Smith’s father hailed from Burridge, near Tiverton, Devon, but pursued a successful mercantile career in Exeter, where he served as mayor in 1567-8. When Smith himself became a freeman in the latter year, he paid the unusually large fine of £13 6s. 8d., a clear sign of his family’s wealth. During the next few years he rapidly built his own fortune through trade, warranting subsidy assessments of £20 in 1577, and £30 in 1581. An investor in Sir Humphrey Gilbert’s† 1583 colonizing voyage to North America, he underlined his prominence in Exeter three years later by becoming both mayor and governor of the city’s main trading body.
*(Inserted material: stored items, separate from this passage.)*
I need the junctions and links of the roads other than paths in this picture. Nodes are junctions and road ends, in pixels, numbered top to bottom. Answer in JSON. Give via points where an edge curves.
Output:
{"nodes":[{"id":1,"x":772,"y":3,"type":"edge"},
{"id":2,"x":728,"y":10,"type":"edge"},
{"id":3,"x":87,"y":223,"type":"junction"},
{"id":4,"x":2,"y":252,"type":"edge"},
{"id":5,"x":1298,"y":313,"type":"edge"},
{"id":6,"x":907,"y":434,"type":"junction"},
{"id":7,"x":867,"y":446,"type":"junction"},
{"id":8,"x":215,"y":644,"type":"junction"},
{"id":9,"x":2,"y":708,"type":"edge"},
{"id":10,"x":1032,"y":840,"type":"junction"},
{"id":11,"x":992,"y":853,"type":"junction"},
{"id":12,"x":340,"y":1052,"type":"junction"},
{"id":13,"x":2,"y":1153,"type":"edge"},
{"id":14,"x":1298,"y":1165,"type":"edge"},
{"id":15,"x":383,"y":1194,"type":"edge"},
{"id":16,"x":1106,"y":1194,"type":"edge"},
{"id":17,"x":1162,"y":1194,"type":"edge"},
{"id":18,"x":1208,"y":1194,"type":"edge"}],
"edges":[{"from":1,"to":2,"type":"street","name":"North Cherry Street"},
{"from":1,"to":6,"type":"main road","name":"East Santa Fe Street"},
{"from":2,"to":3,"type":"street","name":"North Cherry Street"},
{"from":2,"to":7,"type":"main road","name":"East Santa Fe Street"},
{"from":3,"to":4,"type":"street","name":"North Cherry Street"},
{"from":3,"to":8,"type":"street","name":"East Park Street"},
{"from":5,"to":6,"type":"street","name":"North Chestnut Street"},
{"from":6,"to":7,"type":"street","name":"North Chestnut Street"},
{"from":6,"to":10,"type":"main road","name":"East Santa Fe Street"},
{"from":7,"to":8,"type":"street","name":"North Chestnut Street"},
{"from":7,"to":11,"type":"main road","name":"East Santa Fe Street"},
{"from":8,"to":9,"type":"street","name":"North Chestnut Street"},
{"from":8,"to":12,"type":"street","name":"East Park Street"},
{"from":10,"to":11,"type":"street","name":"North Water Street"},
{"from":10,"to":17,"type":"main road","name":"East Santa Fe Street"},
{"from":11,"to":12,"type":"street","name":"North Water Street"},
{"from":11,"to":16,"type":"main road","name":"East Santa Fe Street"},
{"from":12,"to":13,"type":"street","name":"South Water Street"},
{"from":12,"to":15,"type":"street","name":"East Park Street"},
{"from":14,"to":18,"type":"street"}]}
Smith spent £1,000 in 1584 rebuilding his Exeter townhouse, an early indication that he was investing his surplus capital in property. Two years later he was assessed for subsidy on the value of his lands rather than his goods, and for at least the next decade he continued to augment his estate with leases and piecemeal purchases. The precise scale of this activity is not known, but he probably acquired the vast bulk of the property later owned by his son Sir Nicholas* in Devon, Cornwall, Somerset and Dorset, which included 25 manors or part-manors. By 1604 Smith was living outside the city in a mansion he built for himself at Madford.
In 1604 Smith was elected to serve for Exeter in the first Jacobean Parliament. While not a conspicuously active member of the corporation, he was now one of the most senior aldermen, a factor which presumably helped him to outpoll two rival candidates nominated by the commonalty.
In the second session Smith made no recorded speeches, but attracted eight personal nominations. As a member of the committee to examine the Spanish Company’s charter, appointed on 5 Nov. 1605, and reappointed on 28 Jan. 1606 after the interruption of business caused by the Gunpowder Plot, he was also named to consider the resulting bill for free trade to Spain, Portugal and France (10 February). His other bill committee nominations covered such topics as corporation grants and road maintenance (25 Jan., 6 Feb.); as an Exeter burgess he was entitled to scrutinize the bill against weir construction (7 February). Prowse was named to all but two of the same committees, and by now it was becoming clear that he, rather than Smith, was Exeter’s main spokesman in the Commons, despite the marked discrepancies in their wealth and status. Smith’s wages for this session are incompletely recorded.
Smith was presumably present when Parliament reassembled in the following autumn. On 26 Nov. 1606 he was appointed, as an Exeter burgess, to consider the bill, probably introduced by Prowse, to amend the 1606 Free Trade Act by making allowance for Exeter’s trading privileges. However, when the House resumed sitting after the Christmas recess, he was noted on 11 Feb. 1607 as being ‘extreme sick of the gout and not able to travel’, and was excused further attendance at that session ‘if he shall not thoroughly recover’. In the event, he was back in London in time to be named on 1 July to the bill committee on leather manufacture. However, his wages of £18 19s. for just 92 days’ attendance and other charges reflected his prolonged absence.
Smith’s health did not prevent him from serving as mayor of Exeter for a third time in 1607-8, when he led the city’s protests at plans for a national French Company, which would undermine Exeter’s own rights, notwithstanding the 1607 Free Trade Amendment Act that he had himself helped to obtain. Nevertheless, illness again kept him from playing a conspicuous role in the first parliamentary session of 1610. Although named on 20 Feb. to consider the bill to avoid the double payment of debts, he was granted leave to depart on 8 Mar., being ‘impotent of the gout’. Exeter’s corporation paid him £8 for 40 days service during this session, and a rather generous £22 for 110 days covering the session of autumn 1610, when he left no mark on the sparse surviving records.
Smith had been appointed an Exeter deputy lieutenant in 1608, but declined to serve, on the grounds that the warrant failed to describe him correctly as a knight. In 1611 the other deputies requested that he be reappointed with his proper title. However, this seems not to have happened, for when the commission was renewed in May 1614, the Privy Council left the lord chancellor (Thomas Egerton†) to decide whether Smith should be ‘added or left out’. This time his status probably was reaffirmed, as he held this office at the time of his death, though it is doubtful whether he took an active role.
Smith drew up his will on 22 Feb. 1619. He had already made over much of his property to his son Sir Nicholas, who was now simply designated as his residuary legatee. To his wife he bequeathed £2,000 in goods and money, on condition that she did not attempt to claim a larger share of his property under Exeter’s traditional inheritance customs. Other minor legacies came in total to a few hundred pounds. Smith died a month later, and was buried in Exeter Cathedral.